*** PROVIDED DATA Section Begins ***
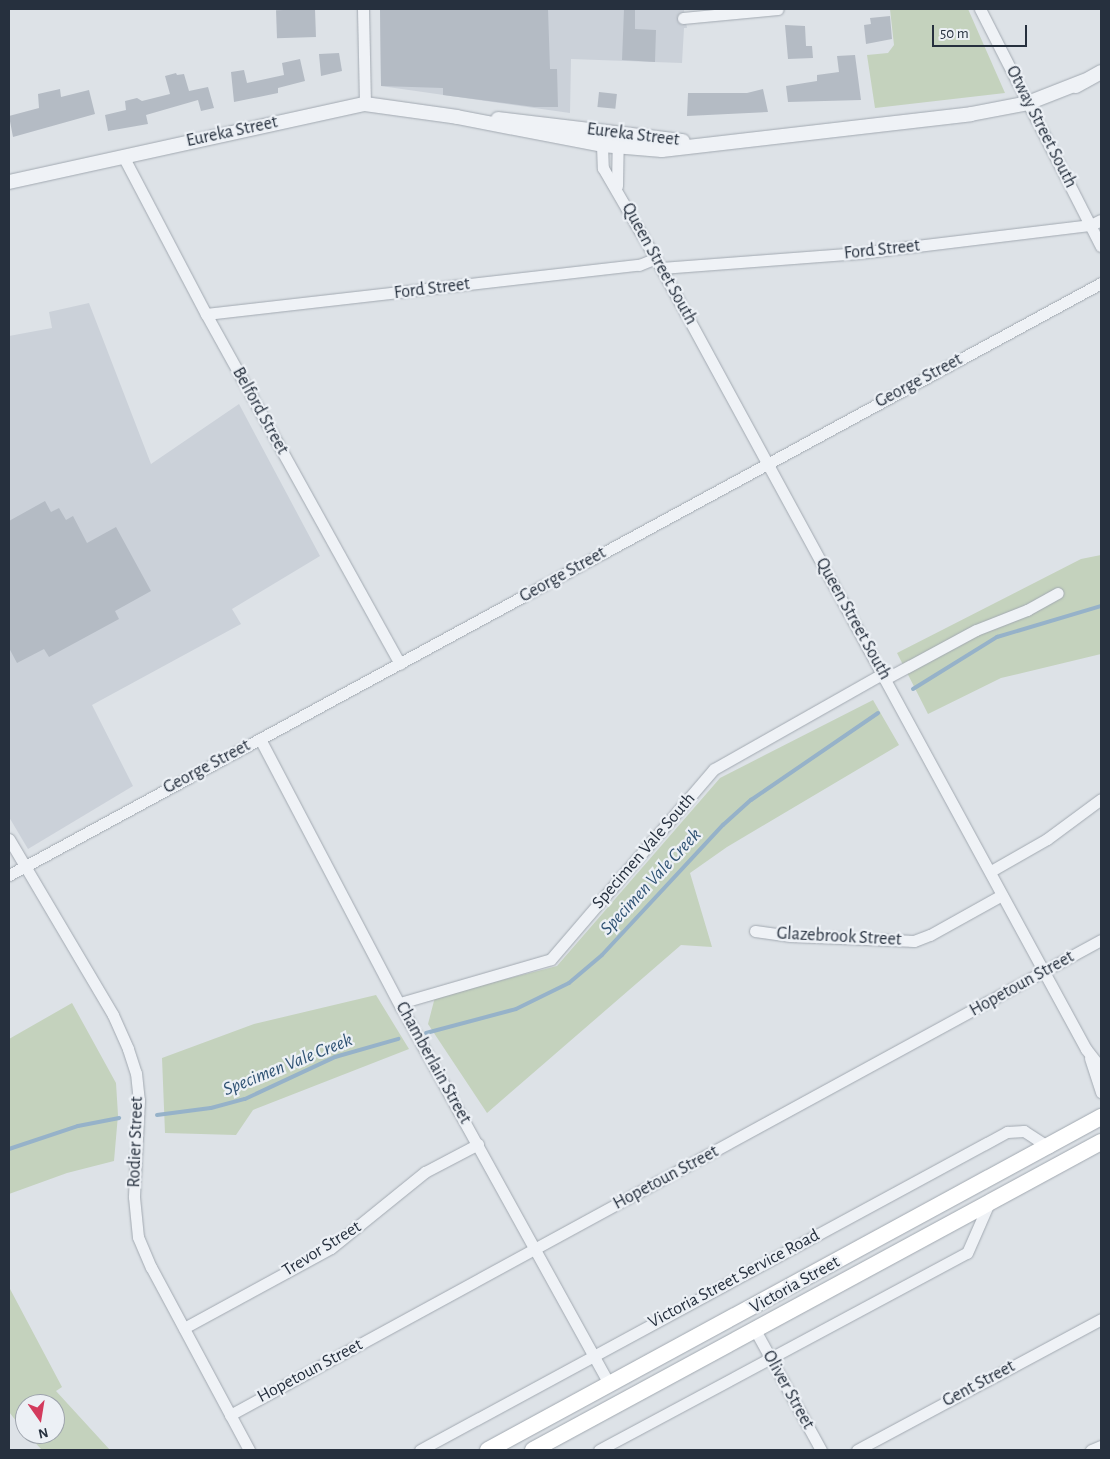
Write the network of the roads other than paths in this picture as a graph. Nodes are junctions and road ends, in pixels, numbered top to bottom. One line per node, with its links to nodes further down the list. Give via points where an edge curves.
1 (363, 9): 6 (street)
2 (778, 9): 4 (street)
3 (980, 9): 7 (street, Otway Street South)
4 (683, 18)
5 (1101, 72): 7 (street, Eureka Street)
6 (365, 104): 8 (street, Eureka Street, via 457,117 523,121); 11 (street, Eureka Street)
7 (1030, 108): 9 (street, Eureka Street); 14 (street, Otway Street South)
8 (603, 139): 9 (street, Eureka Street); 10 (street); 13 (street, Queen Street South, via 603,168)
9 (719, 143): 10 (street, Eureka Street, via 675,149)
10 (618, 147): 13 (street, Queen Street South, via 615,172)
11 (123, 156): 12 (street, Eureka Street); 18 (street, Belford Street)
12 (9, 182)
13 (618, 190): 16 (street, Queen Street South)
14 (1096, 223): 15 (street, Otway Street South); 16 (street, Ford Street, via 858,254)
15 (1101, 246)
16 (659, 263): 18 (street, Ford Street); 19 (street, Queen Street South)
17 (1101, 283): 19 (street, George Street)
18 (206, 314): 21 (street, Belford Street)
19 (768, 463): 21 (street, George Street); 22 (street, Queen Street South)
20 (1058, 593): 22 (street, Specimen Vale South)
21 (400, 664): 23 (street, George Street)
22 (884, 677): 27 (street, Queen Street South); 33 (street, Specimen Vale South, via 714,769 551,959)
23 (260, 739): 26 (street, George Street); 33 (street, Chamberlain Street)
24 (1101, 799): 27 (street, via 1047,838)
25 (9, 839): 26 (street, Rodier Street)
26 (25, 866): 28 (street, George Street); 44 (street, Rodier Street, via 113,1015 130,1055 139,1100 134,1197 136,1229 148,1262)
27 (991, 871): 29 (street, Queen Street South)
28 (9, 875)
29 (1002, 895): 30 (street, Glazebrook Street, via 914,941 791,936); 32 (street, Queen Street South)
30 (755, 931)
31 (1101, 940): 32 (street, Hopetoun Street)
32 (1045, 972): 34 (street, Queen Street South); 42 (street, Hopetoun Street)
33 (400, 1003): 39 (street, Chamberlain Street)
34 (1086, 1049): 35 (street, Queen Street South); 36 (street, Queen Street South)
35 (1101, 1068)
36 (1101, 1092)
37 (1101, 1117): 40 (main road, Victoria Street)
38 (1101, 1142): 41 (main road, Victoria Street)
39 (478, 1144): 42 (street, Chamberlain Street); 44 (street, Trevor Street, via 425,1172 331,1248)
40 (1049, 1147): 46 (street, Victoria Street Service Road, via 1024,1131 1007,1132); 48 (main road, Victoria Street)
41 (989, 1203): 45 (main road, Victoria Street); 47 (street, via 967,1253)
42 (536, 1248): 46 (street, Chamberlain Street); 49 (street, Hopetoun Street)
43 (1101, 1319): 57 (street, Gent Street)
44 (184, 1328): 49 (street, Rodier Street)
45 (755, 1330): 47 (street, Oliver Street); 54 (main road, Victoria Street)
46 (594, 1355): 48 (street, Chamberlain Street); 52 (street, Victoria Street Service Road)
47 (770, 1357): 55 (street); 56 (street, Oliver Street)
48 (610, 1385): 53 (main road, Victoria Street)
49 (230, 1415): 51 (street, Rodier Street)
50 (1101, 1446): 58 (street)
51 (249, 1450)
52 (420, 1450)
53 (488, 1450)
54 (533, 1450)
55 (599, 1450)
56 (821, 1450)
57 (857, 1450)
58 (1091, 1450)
*** PROVIDED DATA Section Ends ***
### PROBLEM TO WORK ON
Set aside each line above that includes the string "Oliver" and report it.

### TASK OUTPUT
45 (755, 1330): 47 (street, Oliver Street); 54 (main road, Victoria Street)
47 (770, 1357): 55 (street); 56 (street, Oliver Street)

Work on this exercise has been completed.